Very eye catching, Likey, likey!!


----------



## TerrorGate (Sep 4, 2014)

Love it! Mine is on my weekend schedule, and will include a link to a FB page containing a spooky video invitation to my and my neighbor's double yard haunt. I'm getting so excited!!


----------



## Pumpkin5 (Aug 8, 2010)

:jol:Thank you for all the kind words everybody! It means a lot to me...I started out wanting just a simple calendar, and like everything with me it snowballed. I added a moon around my witch last night, and trust me, it was a royal pain to have to go in and around all the words and images already on the sign! But I like the way it looks...I have to add another coat tonight and then sponge in some variations, you know, like the real moon has? That is why I didn't go yellow, I wanted it more "moony" looking.








I have to add a skeleton peeking out from behind the sign, a skeleton cat up on top of the sign looking at a raven in a black tree, two pumpkins glowing in front and then some real pumpkins and cornstalks for decoration. See what I mean about snowballing???:googly:


----------



## Pumpkin5 (Aug 8, 2010)

:jol:Thank you William, you are right about the lettering...it took FOREVER! Thank you Bonnie, I wanted to appeal to kids because that's what Halloween is all about....well...sort of. And Tina, I'd slap you a high five if I could, so thanks, and I'm was partial to the cat too. I found the sketch somewhere online, I like how he is moth-eaten looking and scrappy. Oh and many thanks Robert, you know that first line is yours right? It read much better than the original line I had so hat's off to you my friend. Thank you too, Dr.E, very kind of you and Jan, I love it when you say, "likey, likey". Thanks TerrorGate, I can't wait to see your sign! That is a wonderful idea to link an invitation to your sign. Social media is great, isn't it?


----------



## dstading (Aug 6, 2014)

Pumpkin5 said:


> See what I mean about snowballing???:googly:


Ha ha! Engineers call that "feature creep", but in this case, it was so worth it. Very nice!


----------



## Troll Wizard (May 3, 2012)

_*Well Jana you never cease to amaze me! Once again, I'm left without words on the wonderful job you did in creating something that is really unique in design! I don't think I would have the patience to do a piece like that. This is something now you can use over and over again, and will be the talk of your haunt!

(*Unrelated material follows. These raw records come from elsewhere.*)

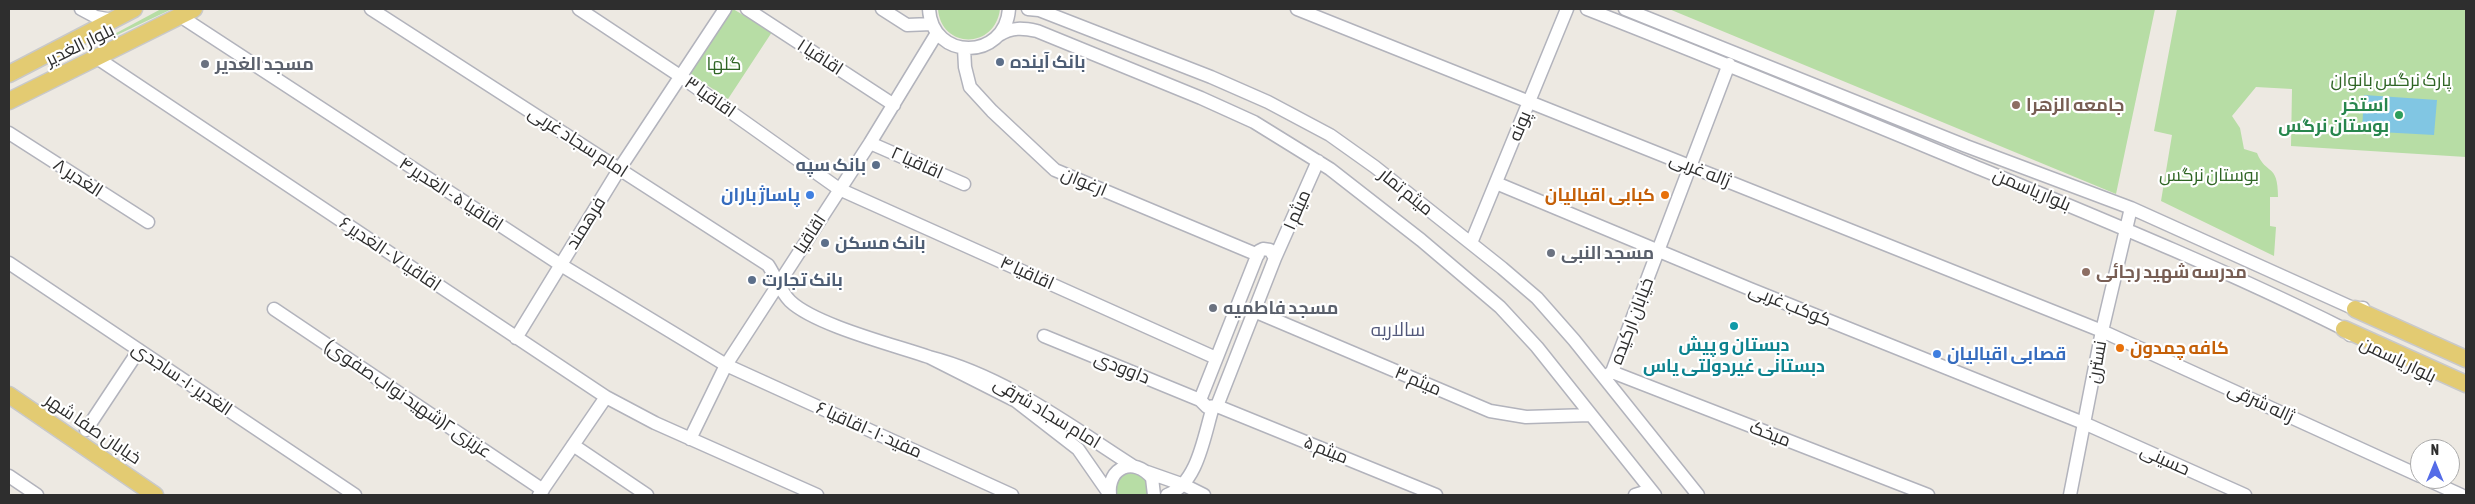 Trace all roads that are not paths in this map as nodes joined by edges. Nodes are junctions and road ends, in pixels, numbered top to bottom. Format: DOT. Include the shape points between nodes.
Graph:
graph roads {
  1 [pos="82,9"];
  2 [pos="134,9"];
  3 [pos="372,9"];
  4 [pos="579,9"];
  5 [pos="725,9"];
  6 [pos="747,9"];
  7 [pos="882,9"];
  8 [pos="929,9"];
  9 [pos="1009,9"];
  10 [pos="1028,9"];
  11 [pos="1297,9"];
  12 [pos="1566,9"];
  13 [pos="1588,9"];
  14 [pos="1625,9"];
  15 [pos="187,13"];
  16 [pos="112,20"];
  17 [pos="934,28"];
  18 [pos="999,35"];
  19 [pos="964,48"];
  20 [pos="97,58"];
  21 [pos="1729,64"];
  22 [pos="9,74"];
  23 [pos="680,76"];
  24 [pos="1530,101"];
  25 [pos="9,102"];
  26 [pos="894,105"];
  27 [pos="9,133"];
  28 [pos="870,142"];
  29 [pos="1318,161"];
  30 [pos="1691,166"];
  31 [pos="620,168"];
  32 [pos="1496,182"];
  33 [pos="964,184"];
  34 [pos="839,189"];
  35 [pos="2131,208"];
  36 [pos="148,222"];
  37 [pos="2126,229"];
  38 [pos="1471,243"];
  39 [pos="1660,250"];
  40 [pos="1258,255"];
  41 [pos="1275,258"];
  42 [pos="9,263"];
  43 [pos="560,265"];
  44 [pos="778,282"];
  45 [pos="274,309"];
  46 [pos="2355,309"];
  47 [pos="1254,312"];
  48 [pos="2344,329"];
  49 [pos="2102,331"];
  50 [pos="1044,336"];
  51 [pos="516,338"];
  52 [pos="139,350"];
  53 [pos="2466,351"];
  54 [pos="929,357"];
  55 [pos="1216,358"];
  56 [pos="2466,359"];
  57 [pos="726,365"];
  58 [pos="1608,375"];
  59 [pos="2466,384"];
  60 [pos="2466,393"];
  61 [pos="9,395"];
  62 [pos="606,397"];
  63 [pos="1200,400"];
  64 [pos="1215,407"];
  65 [pos="1590,415"];
  66 [pos="2086,424"];
  67 [pos="86,430"];
  68 [pos="690,439"];
  69 [pos="573,445"];
  70 [pos="1133,466"];
  71 [pos="2410,471"];
  72 [pos="1147,472"];
  73 [pos="9,476"];
  74 [pos="1184,485"];
  75 [pos="2448,489"];
  76 [pos="541,493"];
  77 [pos="1653,493"];
  78 [pos="37,495"];
  79 [pos="155,495"];
  80 [pos="355,495"];
  81 [pos="647,495"];
  82 [pos="818,495"];
  83 [pos="1012,495"];
  84 [pos="1110,495"];
  85 [pos="1154,495"];
  86 [pos="1167,495"];
  87 [pos="1204,495"];
  88 [pos="1436,495"];
  89 [pos="1635,495"];
  90 [pos="1698,495"];
  91 [pos="1928,495"];
  92 [pos="2070,495"];
  93 [pos="2245,495"];
  94 [pos="2461,495"];
  1 -- 16 [label="street" via="96,17"];
  2 -- 16 [label="main road, بلوار الغدیر"];
  3 -- 31 [label="street, امام سجاد غربی"];
  4 -- 23 [label="street, اقاقیا ۳"];
  5 -- 23 [label="street, فرهمند"];
  6 -- 26 [label="street, اقاقیا ۱"];
  7 -- 17 [label="street" via="907,25"];
  8 -- 17 [label="street"];
  9 -- 18 [label="street"];
  10 -- 38 [label="street, میثم تمار" via="1039,10 1211,77 1298,117 1375,167"];
  11 -- 24 [label="street, ژاله غربی"];
  12 -- 24 [label="street, پونه"];
  13 -- 21 [label="street, بلوار یاسمن"];
  14 -- 35 [label="street, بلوار یاسمن" via="1966,146"];
  15 -- 20 [label="main road, بلوار الغدیر"];
  15 -- 43 [label="street, اقاقیا ۵ - الغدیر ۴"];
  16 -- 22 [label="main road, بلوار الغدیر"];
  17 -- 19 [label="street" via="950,44"];
  17 -- 26 [label="street, اقاقیا"];
  18 -- 19 [label="street, میثم تمار" via="984,46"];
  18 -- 29 [label="street, میثم تمار" via="1023,28 1037,31 1245,118"];
  19 -- 40 [label="street, ارغوان" via="970,87 1055,170"];
  20 -- 25 [label="main road, بلوار الغدیر"];
  20 -- 51 [label="street, اقاقیا ۷ - الغدیر ۶"];
  21 -- 30 [label="street, خیابان ارکیده"];
  21 -- 37 [label="street, بلوار یاسمن"];
  23 -- 31 [label="street, فرهمند"];
  23 -- 34 [label="street, اقاقیا ۳"];
  24 -- 30 [label="street, ژاله غربی"];
  24 -- 32 [label="street, پونه"];
  26 -- 28 [label="street, اقاقیا"];
  27 -- 36 [label="street, الغدیر ۸"];
  28 -- 33 [label="street, اقاقیا ۲"];
  28 -- 34 [label="street, اقاقیا"];
  29 -- 41 [label="street, میثم ۱"];
  29 -- 65 [label="street, میثم تمار" via="1421,240 1500,307 1537,347"];
  30 -- 39 [label="street, خیابان ارکیده"];
  30 -- 49 [label="street, ژاله غربی"];
  31 -- 43 [label="street, فرهمند"];
  31 -- 44 [label="street, امام سجاد غربی" via="768,266"];
  32 -- 38 [label="street, پونه"];
  32 -- 39 [label="street, کوکب غربی"];
  34 -- 44 [label="street, اقاقیا"];
  34 -- 55 [label="street, اقاقیا ۴"];
  35 -- 37 [label="street, نسترن"];
  35 -- 46 [label="street, بلوار یاسمن"];
  37 -- 48 [label="street, بلوار یاسمن" via="2220,269"];
  37 -- 49 [label="street, نسترن"];
  38 -- 58 [label="street, میثم تمار" via="1537,298"];
  39 -- 58 [label="street, خیابان ارکیده"];
  39 -- 66 [label="street, کوکب غربی"];
  40 -- 41 [label="street, ارغوان" via="1267,249"];
  40 -- 55 [label="street"];
  41 -- 47 [label="street, میثم ۱"];
  42 -- 52 [label="street, الغدیر ۱۰- ساجدی"];
  43 -- 51 [label="street, فرهمند"];
  43 -- 57 [label="street, اقاقیا ۵ - الغدیر ۴"];
  44 -- 54 [label="street, امام سجاد شرقی" via="793,303 818,318"];
  44 -- 57 [label="street, اقاقیا"];
  45 -- 76 [label="street, عزیزی ۲(شهید نواب صفوی)"];
  46 -- 53 [label="street, بلوار یاسمن" via="2370,308"];
  46 -- 56 [label="main road"];
  47 -- 64 [label="street, میثم ۱"];
  47 -- 65 [label="street, میثم ۳" via="1490,411 1526,417"];
  48 -- 59 [label="main road"];
  48 -- 60 [label="street, بلوار یاسمن" via="2355,341"];
  49 -- 66 [label="street, نسترن"];
  49 -- 71 [label="street, ژاله شرقی"];
  50 -- 63 [label="street, داوودی"];
  51 -- 62 [label="street, اقاقیا ۷ - الغدیر ۶"];
  52 -- 67 [label="street"];
  52 -- 80 [label="street, الغدیر ۱۰- ساجدی"];
  54 -- 70 [label="street, امام سجاد شرقی" via="952,363 1009,388"];
  54 -- 84 [label="street, امام سجاد شرقی" via="1016,401 1078,449"];
  55 -- 63 [label="street"];
  57 -- 68 [label="street, اقاقیا"];
  57 -- 83 [label="street, مفید ۱۰ - اقاقیا ۶"];
  58 -- 90 [label="street, میثم تمار"];
  58 -- 91 [label="street, میخک"];
  61 -- 79 [label="main road, خیابان صفا شهر"];
  62 -- 68 [label="street, اقاقیا ۷ - الغدیر ۶"];
  62 -- 69 [label="street"];
  63 -- 64 [label="street, داوودی" via="1207,407"];
  64 -- 74 [label="street, میثم ۱"];
  64 -- 88 [label="street, میثم ۵"];
  65 -- 77 [label="street, میثم تمار"];
  66 -- 92 [label="street, نسترن"];
  66 -- 93 [label="street, حسینی"];
  68 -- 82 [label="street, اقاقیا ۷ - الغدیر ۶"];
  69 -- 76 [label="street"];
  69 -- 81 [label="street"];
  70 -- 72 [label="street, امام سجاد شرقی"];
  70 -- 84 [label="street" via="1124,467 1112,478"];
  72 -- 74 [label="street, امام سجاد شرقی"];
  72 -- 85 [label="street" via="1154,486"];
  73 -- 78 [label="street"];
  74 -- 86 [label="street"];
  74 -- 87 [label="street, امام سجاد شرقی"];
  75 -- 94 [label="street"];
  77 -- 89 [label="street"];
}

It's truly a great piece of Halloween art!
*_


----------



## Chuck (Oct 10, 2009)

Beautiful job.


----------



## Pumpkin5 (Aug 8, 2010)

:jol:Thanks dstading, Randy and Chuck! You guys are really very sweet!


----------



## ATLfun (Oct 12, 2012)

Your decorations are always so classy. I have said it before, you are the Martha Stewart of Halloween decorating minus the jail time and the snippy attitude.


----------



## lewlew (Mar 15, 2006)

My apologies for not commenting on this work of art before now! And a work of art it is! It always amazes me that people can take such ordinary items such as a pallet and some scrap wood and turn it into something like this. The time and effort this took is well justified by your results. 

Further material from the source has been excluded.